• [Work item]: Without including any pictures, write out the data below exactly.

-------- The data --------

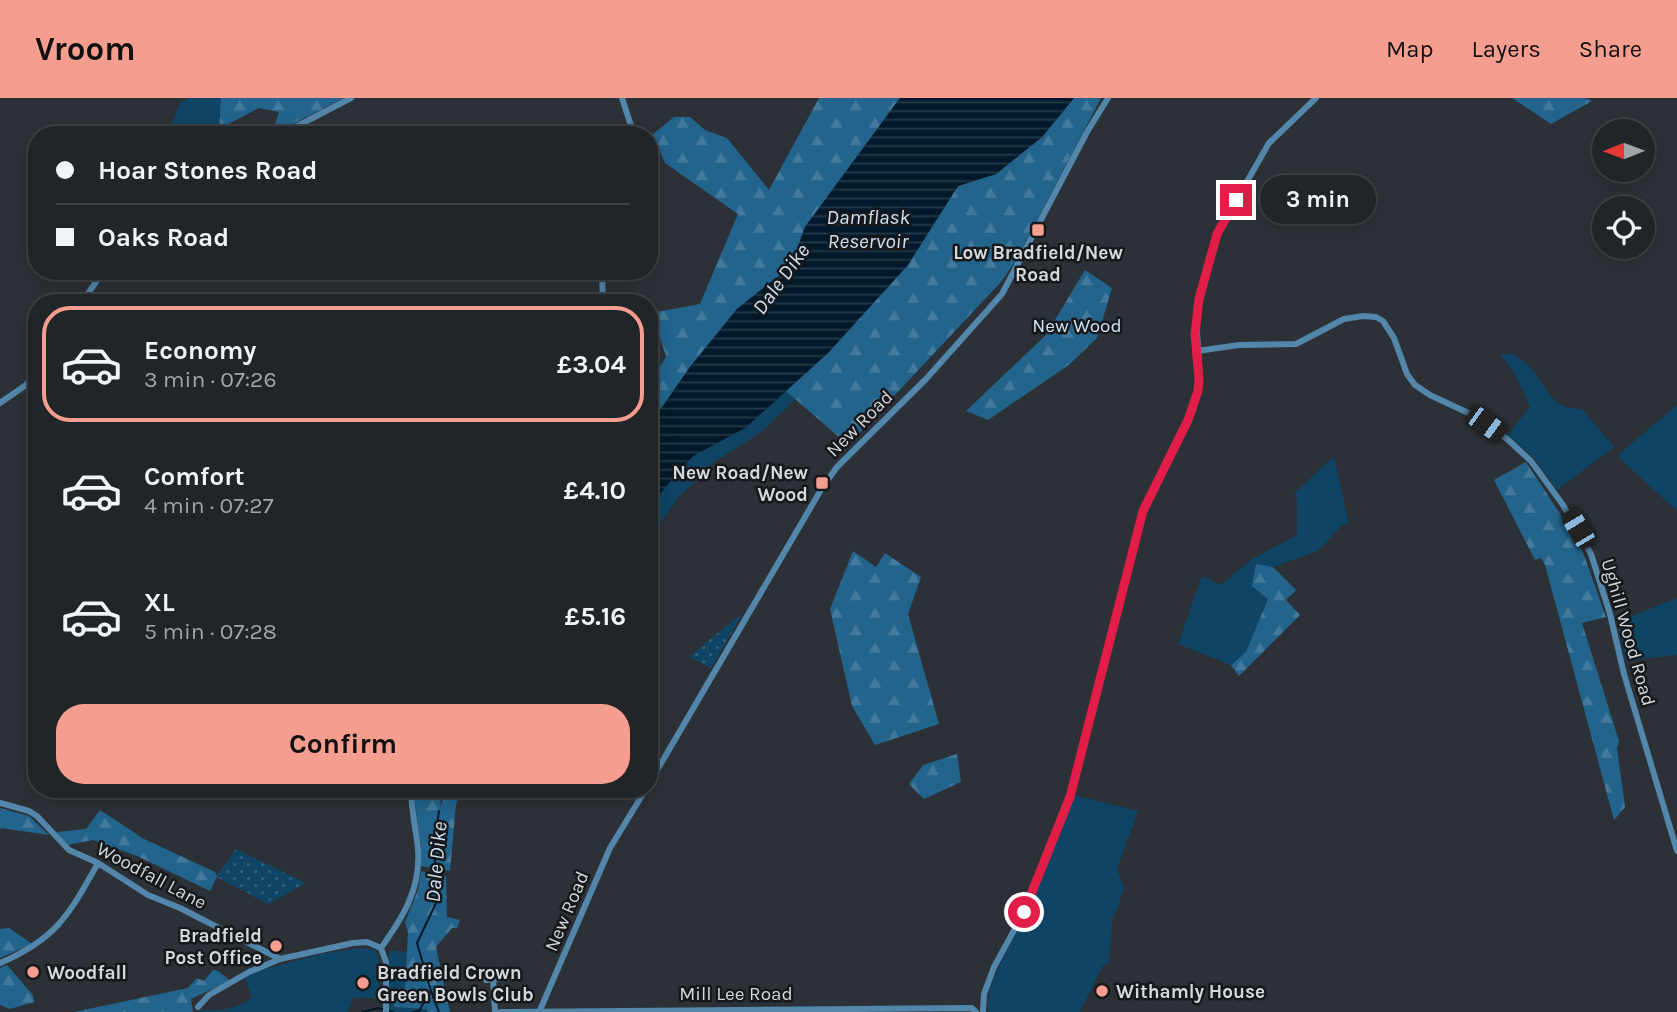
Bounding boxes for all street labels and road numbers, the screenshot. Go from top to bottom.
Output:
street label: New Road [822,386,897,461]
street label: Ughill Wood Road [1597,556,1660,708]
street label: Woodfall Lane [93,838,210,914]
street label: New Road [540,868,594,955]
street label: Mill Lee Road [679,983,793,1005]

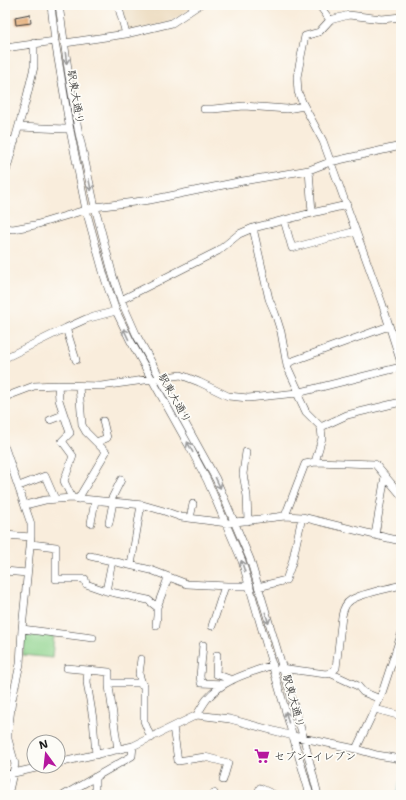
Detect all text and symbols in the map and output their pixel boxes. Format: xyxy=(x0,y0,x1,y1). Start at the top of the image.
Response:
one-way arrow xyxy=(63,51,70,64)
street label: 駅東大通り xyxy=(64,69,87,125)
one-way arrow xyxy=(87,178,95,191)
one-way arrow xyxy=(122,328,130,340)
street label: 駅東大通り xyxy=(155,371,194,426)
one-way arrow xyxy=(186,441,193,453)
one-way arrow xyxy=(215,477,222,489)
one-way arrow xyxy=(239,560,247,572)
one-way arrow xyxy=(264,611,271,624)
street label: 駅東大通り xyxy=(279,673,308,730)
one-way arrow xyxy=(283,711,291,724)
north arrow xyxy=(26,734,66,774)
text: N xyxy=(37,736,50,753)
supermarket icon: セブン-イレブン xyxy=(253,747,271,765)
place label: セブン-イレブン xyxy=(274,749,356,764)

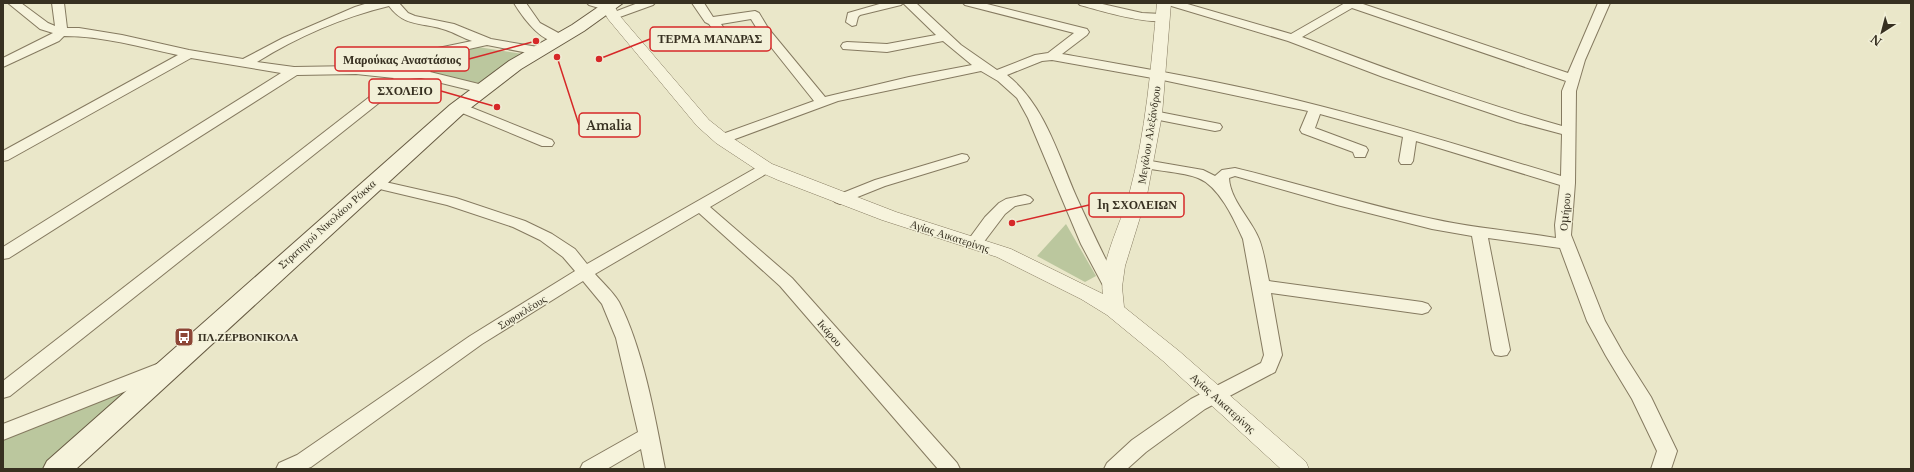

--------

• [Answer for this exercise]:
Bounding boxes for all street labels and road numbers, the screenshot. Go from top to bottom.
Output:
street label: New Road [822,386,897,461]
street label: Ughill Wood Road [1597,556,1660,708]
street label: Woodfall Lane [93,838,210,914]
street label: New Road [540,868,594,955]
street label: Mill Lee Road [679,983,793,1005]

Detect all text and symbols in the map and output their pixel boxes. Format: xyxy=(x0,y0,x1,y1). Start at the top of the image.
Response:
one-way arrow xyxy=(63,51,70,64)
street label: 駅東大通り xyxy=(64,69,87,125)
one-way arrow xyxy=(87,178,95,191)
one-way arrow xyxy=(122,328,130,340)
street label: 駅東大通り xyxy=(155,371,194,426)
one-way arrow xyxy=(186,441,193,453)
one-way arrow xyxy=(215,477,222,489)
one-way arrow xyxy=(239,560,247,572)
one-way arrow xyxy=(264,611,271,624)
street label: 駅東大通り xyxy=(279,673,308,730)
one-way arrow xyxy=(283,711,291,724)
north arrow xyxy=(26,734,66,774)
text: N xyxy=(37,736,50,753)
supermarket icon: セブン-イレブン xyxy=(253,747,271,765)
place label: セブン-イレブン xyxy=(274,749,356,764)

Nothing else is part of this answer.